/---

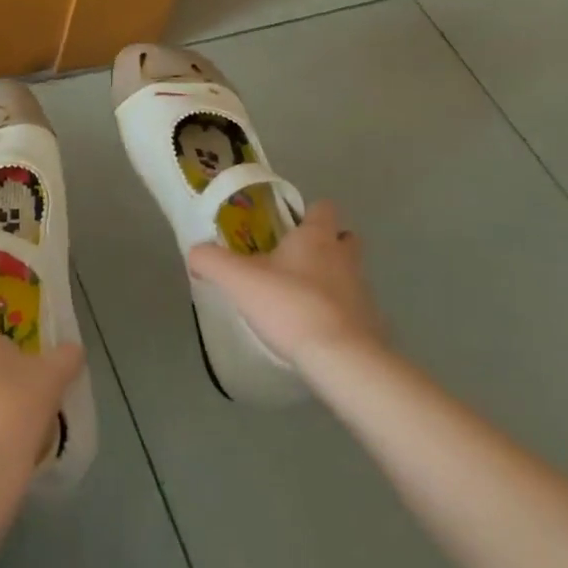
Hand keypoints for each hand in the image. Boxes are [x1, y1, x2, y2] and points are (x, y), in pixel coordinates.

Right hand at [187, 199, 385, 369]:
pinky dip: (339, 314)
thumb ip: (211, 261)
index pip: (322, 208)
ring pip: (350, 274)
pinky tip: (315, 330)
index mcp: (316, 237)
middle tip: (296, 259)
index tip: (287, 226)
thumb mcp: (237, 280)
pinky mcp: (372, 324)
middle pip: (344, 238)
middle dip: (326, 244)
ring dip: (332, 280)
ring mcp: (363, 291)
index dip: (308, 213)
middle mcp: (344, 258)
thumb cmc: (290, 305)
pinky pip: (354, 310)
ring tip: (300, 298)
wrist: (341, 358)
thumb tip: (195, 253)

\---

**YOUR ASSIGNMENT**
If a line in the records contains the word "middle", copy it out.

**TASK OUTPUT**
middle tip: (296, 259)
middle pip: (344, 238)
middle dip: (326, 244)
middle mcp: (344, 258)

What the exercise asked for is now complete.